Dataset entries:
Start of Block
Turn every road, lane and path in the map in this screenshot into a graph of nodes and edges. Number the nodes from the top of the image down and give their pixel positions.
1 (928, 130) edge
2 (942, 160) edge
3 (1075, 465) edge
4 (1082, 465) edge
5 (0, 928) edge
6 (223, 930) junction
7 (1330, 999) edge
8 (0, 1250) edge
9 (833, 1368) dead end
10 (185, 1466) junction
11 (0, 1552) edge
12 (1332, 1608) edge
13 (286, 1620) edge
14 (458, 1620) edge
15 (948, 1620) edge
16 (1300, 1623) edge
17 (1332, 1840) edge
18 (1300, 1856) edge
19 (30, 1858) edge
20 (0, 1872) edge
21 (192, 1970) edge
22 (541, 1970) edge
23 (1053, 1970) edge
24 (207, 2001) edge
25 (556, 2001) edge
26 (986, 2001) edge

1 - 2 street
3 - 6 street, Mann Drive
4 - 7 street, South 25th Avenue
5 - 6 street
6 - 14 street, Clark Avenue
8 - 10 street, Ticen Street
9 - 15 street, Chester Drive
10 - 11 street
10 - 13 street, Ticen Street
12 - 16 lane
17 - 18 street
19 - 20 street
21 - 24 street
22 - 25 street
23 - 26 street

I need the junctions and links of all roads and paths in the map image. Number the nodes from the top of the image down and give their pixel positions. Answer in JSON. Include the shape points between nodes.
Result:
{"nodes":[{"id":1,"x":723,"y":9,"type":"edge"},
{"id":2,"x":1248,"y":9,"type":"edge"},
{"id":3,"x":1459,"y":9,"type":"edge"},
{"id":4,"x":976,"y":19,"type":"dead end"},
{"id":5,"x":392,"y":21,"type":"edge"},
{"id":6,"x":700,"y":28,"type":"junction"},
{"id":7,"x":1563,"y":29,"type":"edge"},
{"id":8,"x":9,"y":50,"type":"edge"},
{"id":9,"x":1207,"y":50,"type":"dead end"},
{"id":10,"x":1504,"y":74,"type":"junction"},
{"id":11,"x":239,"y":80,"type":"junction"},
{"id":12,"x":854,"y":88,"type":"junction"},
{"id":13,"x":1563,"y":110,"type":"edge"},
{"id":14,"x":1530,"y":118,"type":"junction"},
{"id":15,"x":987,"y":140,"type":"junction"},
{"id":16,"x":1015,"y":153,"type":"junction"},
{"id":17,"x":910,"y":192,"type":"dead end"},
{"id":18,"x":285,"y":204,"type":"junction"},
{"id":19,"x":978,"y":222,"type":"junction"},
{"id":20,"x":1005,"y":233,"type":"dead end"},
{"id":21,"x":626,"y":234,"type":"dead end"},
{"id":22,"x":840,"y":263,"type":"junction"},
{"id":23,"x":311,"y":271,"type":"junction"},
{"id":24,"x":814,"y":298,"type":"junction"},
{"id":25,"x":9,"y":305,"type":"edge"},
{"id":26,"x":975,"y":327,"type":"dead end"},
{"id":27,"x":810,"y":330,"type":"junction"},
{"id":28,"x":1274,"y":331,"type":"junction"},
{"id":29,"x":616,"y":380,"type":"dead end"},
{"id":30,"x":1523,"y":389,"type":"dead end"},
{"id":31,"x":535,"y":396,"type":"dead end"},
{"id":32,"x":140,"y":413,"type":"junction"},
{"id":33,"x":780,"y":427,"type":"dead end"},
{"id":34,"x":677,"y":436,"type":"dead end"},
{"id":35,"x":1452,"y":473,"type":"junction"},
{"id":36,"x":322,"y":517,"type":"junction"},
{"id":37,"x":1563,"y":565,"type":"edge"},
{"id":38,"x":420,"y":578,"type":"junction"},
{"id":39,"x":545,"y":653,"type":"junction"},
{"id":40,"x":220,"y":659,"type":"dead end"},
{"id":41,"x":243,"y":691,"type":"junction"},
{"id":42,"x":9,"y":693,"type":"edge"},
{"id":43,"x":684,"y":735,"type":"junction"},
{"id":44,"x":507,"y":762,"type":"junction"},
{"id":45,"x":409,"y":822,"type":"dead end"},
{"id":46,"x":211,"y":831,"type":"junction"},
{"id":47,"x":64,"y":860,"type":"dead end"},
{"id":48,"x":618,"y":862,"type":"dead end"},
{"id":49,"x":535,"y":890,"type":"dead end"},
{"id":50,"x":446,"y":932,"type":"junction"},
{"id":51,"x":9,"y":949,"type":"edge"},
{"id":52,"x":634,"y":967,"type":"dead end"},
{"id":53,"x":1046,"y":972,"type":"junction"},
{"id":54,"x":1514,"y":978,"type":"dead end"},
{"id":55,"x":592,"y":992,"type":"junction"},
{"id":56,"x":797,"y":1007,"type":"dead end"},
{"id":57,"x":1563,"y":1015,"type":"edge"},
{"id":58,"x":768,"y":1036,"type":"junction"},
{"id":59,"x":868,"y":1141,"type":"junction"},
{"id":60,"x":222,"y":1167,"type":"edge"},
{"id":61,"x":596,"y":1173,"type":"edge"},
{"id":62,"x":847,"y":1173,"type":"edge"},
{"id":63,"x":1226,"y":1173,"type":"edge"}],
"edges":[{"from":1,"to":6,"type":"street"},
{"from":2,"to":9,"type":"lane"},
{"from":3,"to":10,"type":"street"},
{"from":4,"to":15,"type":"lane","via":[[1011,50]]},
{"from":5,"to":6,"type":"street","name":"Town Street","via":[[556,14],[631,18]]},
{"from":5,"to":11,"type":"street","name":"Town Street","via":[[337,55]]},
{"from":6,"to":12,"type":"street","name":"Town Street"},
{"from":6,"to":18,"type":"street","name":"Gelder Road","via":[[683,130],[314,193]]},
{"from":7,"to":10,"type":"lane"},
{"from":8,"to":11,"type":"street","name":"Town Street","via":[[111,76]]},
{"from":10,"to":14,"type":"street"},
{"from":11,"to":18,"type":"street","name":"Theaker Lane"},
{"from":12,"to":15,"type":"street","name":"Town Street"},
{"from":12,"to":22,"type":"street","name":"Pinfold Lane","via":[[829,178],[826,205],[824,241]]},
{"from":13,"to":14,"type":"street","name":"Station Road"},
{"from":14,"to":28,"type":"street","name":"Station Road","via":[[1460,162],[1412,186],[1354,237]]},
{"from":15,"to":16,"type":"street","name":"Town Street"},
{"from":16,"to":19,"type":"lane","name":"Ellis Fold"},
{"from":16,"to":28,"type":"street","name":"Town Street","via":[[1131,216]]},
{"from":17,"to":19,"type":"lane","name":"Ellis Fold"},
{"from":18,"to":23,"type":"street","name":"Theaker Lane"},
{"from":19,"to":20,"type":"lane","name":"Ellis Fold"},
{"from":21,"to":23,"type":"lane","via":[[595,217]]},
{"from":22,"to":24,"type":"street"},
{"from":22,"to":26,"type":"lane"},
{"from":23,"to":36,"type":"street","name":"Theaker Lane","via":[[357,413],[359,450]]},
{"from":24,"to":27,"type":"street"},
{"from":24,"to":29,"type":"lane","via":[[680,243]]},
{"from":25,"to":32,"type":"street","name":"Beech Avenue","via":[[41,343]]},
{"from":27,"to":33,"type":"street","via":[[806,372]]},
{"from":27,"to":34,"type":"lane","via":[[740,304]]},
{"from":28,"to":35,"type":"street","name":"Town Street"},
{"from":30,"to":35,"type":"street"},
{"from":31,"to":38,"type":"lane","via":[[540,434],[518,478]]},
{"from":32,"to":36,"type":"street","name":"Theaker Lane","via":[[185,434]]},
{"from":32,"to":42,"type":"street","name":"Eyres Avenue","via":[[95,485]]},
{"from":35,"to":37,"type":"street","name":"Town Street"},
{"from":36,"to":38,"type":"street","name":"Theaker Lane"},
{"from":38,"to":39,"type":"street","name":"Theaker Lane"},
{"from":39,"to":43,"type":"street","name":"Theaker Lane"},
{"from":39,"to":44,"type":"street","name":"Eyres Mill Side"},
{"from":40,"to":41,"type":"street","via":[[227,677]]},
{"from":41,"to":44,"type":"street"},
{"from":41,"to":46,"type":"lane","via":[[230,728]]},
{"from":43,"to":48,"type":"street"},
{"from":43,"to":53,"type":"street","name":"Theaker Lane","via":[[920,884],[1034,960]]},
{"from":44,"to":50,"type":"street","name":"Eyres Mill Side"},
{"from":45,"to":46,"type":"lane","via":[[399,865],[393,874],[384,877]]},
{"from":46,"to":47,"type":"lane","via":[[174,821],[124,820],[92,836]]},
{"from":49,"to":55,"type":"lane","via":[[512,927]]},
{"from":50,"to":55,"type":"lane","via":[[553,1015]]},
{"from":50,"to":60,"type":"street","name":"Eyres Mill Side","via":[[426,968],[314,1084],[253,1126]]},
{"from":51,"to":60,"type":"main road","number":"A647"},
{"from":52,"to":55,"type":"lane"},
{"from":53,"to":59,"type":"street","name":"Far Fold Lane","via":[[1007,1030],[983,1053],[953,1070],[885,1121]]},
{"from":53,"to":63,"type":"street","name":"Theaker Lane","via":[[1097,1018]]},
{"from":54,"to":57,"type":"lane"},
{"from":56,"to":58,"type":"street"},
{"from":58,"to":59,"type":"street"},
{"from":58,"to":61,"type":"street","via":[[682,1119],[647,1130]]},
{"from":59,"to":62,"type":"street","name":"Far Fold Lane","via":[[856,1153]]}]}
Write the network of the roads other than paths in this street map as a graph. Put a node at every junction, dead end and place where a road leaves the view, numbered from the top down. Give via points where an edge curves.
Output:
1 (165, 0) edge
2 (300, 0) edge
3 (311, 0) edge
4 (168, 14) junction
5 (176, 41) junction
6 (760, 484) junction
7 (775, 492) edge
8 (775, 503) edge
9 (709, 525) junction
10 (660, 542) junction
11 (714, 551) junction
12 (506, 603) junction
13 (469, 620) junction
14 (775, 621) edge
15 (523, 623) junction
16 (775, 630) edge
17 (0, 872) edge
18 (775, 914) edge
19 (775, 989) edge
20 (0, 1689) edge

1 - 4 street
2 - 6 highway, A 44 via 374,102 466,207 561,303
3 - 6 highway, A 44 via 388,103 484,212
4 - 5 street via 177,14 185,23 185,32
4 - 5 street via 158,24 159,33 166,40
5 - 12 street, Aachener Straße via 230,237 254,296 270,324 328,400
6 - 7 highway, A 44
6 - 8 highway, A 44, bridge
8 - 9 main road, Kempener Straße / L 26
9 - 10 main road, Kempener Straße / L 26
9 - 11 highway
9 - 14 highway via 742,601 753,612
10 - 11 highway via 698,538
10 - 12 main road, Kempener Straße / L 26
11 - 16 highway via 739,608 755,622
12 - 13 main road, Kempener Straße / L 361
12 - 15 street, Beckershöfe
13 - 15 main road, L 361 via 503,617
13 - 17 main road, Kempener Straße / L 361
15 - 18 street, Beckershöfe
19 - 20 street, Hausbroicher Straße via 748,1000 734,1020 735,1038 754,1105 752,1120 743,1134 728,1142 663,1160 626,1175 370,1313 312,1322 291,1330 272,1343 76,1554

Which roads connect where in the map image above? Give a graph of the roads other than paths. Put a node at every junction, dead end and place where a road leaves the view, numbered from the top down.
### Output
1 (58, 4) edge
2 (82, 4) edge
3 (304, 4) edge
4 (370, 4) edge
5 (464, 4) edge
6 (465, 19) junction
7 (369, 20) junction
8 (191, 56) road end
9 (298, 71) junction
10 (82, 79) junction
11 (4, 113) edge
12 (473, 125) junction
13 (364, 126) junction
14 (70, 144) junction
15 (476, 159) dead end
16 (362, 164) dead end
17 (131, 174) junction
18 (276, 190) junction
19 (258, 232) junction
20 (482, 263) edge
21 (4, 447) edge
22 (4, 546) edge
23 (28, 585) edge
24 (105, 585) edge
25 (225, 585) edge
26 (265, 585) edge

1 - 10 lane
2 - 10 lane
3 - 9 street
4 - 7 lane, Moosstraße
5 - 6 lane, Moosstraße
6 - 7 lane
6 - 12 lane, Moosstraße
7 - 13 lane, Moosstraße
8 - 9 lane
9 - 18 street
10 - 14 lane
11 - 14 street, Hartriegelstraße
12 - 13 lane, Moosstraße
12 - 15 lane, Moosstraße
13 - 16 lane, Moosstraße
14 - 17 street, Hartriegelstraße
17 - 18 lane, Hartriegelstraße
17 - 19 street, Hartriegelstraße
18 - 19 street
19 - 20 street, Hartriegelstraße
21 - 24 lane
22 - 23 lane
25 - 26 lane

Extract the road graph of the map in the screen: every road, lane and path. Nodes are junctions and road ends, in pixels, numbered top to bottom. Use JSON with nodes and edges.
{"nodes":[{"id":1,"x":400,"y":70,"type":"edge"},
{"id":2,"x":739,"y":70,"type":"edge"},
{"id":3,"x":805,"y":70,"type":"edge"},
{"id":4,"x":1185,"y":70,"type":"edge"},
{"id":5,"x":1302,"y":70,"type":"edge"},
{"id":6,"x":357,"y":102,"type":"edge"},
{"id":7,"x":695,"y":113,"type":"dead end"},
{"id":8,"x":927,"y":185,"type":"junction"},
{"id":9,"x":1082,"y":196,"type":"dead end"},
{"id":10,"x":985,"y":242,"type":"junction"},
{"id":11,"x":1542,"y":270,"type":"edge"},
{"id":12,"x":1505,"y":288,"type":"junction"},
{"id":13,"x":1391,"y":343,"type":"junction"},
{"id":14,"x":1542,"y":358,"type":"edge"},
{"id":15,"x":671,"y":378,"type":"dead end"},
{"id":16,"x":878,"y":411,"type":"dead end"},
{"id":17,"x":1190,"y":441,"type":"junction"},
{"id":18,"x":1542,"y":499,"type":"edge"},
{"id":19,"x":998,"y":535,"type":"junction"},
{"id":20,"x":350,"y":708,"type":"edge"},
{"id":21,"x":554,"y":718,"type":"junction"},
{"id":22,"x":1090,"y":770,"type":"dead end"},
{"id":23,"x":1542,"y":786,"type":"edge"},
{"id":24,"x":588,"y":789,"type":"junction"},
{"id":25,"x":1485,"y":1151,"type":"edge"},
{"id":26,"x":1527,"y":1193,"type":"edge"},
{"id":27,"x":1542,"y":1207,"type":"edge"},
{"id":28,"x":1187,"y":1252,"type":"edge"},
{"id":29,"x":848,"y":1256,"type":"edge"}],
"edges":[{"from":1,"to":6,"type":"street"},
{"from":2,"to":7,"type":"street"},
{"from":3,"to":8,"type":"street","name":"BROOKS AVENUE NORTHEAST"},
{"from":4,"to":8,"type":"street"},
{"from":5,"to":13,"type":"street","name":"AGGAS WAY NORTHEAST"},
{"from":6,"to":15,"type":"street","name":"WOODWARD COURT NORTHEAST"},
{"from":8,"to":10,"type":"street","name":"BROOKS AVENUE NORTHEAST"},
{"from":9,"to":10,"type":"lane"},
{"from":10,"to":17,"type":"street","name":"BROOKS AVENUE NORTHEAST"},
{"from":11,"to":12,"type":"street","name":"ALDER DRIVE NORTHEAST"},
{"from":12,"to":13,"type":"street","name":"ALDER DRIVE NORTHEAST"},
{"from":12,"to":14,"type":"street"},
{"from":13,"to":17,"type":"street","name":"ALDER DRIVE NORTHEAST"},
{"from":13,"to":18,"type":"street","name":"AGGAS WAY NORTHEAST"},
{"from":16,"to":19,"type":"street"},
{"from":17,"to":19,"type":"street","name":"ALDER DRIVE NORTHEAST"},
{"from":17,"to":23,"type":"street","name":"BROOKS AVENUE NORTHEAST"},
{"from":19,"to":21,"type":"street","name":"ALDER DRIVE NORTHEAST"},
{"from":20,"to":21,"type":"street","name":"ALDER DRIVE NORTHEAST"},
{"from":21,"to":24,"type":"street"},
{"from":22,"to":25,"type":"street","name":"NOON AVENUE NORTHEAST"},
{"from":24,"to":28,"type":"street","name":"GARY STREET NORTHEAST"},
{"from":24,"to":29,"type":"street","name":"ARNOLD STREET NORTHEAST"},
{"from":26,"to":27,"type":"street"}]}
End of Block
§ **The problem**:
Return all lines of the data in which the string "this" appears.

§ **Exercise answer**:
Turn every road, lane and path in the map in this screenshot into a graph of nodes and edges. Number the nodes from the top of the image down and give their pixel positions.
Write the network of the roads other than paths in this street map as a graph. Put a node at every junction, dead end and place where a road leaves the view, numbered from the top down. Give via points where an edge curves.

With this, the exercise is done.